In a love marriage, the love often does not seem to last long, because
very often the person is discovered to be different from what he or she
was thought to be when the two start living together. You often find the
person has changed in course of time. Then what do you do? You get
along for some time. All that is there is sympathy. But sympathy cannot
keep you going for a long time. Soon the marriage ends in separation.
In India it just the opposite. You accept the person first and discover the
person later. The discovered person is loved in spite of his or her
limitations, since the person has been already accepted.
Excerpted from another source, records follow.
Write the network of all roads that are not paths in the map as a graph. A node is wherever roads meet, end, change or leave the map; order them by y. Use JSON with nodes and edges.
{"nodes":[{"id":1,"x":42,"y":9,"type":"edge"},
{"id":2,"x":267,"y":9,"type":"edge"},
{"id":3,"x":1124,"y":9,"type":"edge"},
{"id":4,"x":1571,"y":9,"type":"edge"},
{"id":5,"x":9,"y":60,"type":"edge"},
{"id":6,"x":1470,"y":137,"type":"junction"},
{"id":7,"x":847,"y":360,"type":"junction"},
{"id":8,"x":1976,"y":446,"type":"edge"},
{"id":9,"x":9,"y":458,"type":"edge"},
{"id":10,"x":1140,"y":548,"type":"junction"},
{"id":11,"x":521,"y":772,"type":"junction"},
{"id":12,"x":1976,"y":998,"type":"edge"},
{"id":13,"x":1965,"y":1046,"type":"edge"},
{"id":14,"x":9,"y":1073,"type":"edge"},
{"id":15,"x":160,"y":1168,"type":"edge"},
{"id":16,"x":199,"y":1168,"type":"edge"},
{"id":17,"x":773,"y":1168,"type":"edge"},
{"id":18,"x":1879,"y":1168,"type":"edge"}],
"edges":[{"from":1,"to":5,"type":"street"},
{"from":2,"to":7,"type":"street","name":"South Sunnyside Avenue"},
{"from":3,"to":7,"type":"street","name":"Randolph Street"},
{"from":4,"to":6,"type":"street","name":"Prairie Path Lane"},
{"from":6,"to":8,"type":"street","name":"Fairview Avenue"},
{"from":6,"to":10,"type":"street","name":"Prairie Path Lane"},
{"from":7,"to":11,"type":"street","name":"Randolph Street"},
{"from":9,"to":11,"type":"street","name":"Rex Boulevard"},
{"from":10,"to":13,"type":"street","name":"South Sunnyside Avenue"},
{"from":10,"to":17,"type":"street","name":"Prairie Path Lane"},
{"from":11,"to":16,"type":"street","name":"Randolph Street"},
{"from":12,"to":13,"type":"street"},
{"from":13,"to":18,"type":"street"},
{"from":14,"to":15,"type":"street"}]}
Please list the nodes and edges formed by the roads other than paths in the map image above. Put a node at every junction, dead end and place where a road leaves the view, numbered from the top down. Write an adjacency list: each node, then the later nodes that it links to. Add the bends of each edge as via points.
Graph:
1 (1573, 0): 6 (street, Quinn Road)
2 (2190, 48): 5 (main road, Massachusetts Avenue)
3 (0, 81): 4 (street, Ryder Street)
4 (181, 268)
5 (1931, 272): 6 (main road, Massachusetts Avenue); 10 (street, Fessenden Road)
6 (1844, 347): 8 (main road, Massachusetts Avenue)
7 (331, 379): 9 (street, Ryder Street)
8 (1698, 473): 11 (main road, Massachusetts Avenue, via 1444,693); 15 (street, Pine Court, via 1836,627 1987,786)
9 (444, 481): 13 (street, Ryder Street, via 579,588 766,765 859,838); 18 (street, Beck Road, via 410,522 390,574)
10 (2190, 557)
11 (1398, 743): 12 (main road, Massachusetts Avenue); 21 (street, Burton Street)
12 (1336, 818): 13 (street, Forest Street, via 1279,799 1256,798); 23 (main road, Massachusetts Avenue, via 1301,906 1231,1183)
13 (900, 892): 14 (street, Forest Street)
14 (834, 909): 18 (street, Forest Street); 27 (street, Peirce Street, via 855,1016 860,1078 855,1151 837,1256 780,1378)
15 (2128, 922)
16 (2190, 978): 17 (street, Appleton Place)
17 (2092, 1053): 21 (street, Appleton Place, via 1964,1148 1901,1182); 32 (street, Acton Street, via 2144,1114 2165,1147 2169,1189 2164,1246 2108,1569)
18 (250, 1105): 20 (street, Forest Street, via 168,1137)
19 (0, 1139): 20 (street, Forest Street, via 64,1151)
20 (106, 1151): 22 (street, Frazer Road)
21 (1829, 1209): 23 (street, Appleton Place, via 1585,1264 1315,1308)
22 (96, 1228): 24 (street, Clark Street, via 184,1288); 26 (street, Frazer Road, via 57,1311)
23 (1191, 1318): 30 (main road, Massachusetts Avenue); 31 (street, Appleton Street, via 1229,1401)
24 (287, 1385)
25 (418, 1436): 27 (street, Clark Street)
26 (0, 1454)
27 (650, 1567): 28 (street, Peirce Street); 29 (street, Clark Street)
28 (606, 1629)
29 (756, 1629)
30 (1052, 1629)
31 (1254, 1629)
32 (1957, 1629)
Any type of
marriage can last happily only when the couple accepts each other
as they are.

Love does not have any particular prerequisite other than a simple
attitude of acceptance. You can love a pup, you can love a cat, you can
love any person, because you can love anything or anybody; you can
even love even a retarded person.

Therefore, you accept the person as the person is and there you find love.
It usually works. That is why in an arranged marriage there is an
advantage.

This arranged marriage concept is very prevalent in India for a very long
time. In the Indian languages there is no specific single word
describing divorce! It is usually a combination of words. Thus
divorce had not been even envisaged in the Indian culture. Now due to
the influence of Western culture etc. the divorce has come about but this
is a very small percentage unlike the western countries where even the
institution of marriage itself is becoming unpopular.